I’m trying to merge two datasets using the following command:

ALL_autosomes = set1_autosomes.union_cols(set2_autosomes)

but it throws an error as set1 only has the GP field, while set2 has GT, DS, and GP:

ValueError: entry types differ:
left: struct{GP: array}
right: struct{GT: call, ADS: array, DS: float64, GP: array}

Is it possible to tell Hail to merge on GP only?

the thing to do for now is:

ALL_autosomes = set1_autosomes.union_cols(set2_autosomes.select_entries('GP')

We should expose unify and subset options on all the union methods, though.

Oh, as simple as that! Thanks a lot :slight_smile:

If I may ask a bonus question, is there a way to perform the variant_qc with GP, by applying some threshold for the GP value maybe, or does Hail requires the GT field to be set?

perform the variant_qc with GP

The variant_qc function looks at the schema and generates a set of statistics using known fields (GT, DP, GQ, etc). But all its functionality can be expressed using annotate_rows and various aggregators.

What is the thing you’re trying to do with GP?

I’m mostly interested in AC (for major and minor allele), AN, n_het, het_freq_hwe, and p_value_hwe, which are all given by variant_qc, but I get ValueError: 'variant_qc': expect an entry field 'GT' of type 'call' I’m guessing because I only have the GP field.

How would you define AC/AN when you have GP and not GT?

By using a threshold, for example considering the genotype with a GP over 0.5 as the GT, and NA if none of the genotypes reach 0.5

OK, the best thing to do then is to use annotate_entries to add a GT field computed from the GP using your definition.

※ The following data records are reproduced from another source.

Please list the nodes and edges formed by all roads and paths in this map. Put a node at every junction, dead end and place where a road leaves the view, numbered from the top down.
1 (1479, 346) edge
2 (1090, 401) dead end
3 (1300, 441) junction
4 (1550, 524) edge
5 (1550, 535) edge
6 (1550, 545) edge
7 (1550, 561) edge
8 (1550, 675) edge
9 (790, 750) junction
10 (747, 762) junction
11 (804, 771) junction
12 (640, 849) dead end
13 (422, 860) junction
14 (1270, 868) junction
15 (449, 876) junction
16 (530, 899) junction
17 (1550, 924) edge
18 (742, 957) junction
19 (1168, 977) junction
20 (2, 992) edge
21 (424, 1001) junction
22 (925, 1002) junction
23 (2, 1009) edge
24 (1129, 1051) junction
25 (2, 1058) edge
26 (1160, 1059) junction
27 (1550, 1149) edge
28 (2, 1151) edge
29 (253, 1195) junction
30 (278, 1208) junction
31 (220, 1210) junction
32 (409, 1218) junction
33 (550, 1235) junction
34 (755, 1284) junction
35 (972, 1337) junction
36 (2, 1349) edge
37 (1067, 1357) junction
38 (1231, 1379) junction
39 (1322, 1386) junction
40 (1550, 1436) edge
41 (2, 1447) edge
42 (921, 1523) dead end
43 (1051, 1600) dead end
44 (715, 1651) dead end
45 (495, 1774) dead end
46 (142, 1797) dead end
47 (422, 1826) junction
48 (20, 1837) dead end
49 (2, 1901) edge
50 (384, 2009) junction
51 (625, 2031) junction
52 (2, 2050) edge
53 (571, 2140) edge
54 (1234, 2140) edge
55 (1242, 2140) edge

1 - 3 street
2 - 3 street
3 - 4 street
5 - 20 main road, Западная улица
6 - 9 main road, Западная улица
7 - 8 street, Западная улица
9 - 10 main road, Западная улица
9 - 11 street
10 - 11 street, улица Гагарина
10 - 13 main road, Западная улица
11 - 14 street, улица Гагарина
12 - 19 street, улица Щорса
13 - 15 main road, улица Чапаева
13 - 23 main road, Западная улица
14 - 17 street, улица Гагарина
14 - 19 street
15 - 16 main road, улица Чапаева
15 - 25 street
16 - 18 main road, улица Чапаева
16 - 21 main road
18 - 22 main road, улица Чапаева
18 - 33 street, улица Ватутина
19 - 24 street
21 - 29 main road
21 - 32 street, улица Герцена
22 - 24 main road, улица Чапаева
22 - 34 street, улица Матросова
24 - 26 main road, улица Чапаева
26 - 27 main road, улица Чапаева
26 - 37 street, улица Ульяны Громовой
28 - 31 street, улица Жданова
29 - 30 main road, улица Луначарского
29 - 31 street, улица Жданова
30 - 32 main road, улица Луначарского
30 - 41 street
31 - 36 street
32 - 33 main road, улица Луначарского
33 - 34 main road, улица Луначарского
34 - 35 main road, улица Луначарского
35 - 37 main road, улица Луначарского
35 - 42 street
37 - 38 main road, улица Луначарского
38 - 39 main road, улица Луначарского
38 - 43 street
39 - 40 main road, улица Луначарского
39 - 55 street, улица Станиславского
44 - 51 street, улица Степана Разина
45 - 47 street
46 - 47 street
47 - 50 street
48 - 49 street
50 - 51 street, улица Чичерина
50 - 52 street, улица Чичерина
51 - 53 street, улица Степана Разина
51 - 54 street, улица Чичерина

Then you can use variant_qc/sample_qc without any trouble.

Thank you.

I’m struggling to see how to set GT, I get that call has no attribute ‘when’; I tried:

test = mt.annotate_entries(GT = hl.call().when(mt.GP[0] > 0.5, hl.call(0, 0, phased=False)).when(mt.GP[1] > 0.5, hl.call(0, 1, phased=False)).when(mt.GP[2] > 0.5, hl.call(1, 1, phased=False)).or_missing())

What should I use?

hl.case()
    .when(mt.GP[0] > 0.5, hl.call(0, 0))
    .when(mt.GP[1] > 0.5, hl.call(0, 1))
    .default(hl.call(1, 1)))

Oh, I see… I had not understood how hl.case() worked. Thanks a lot.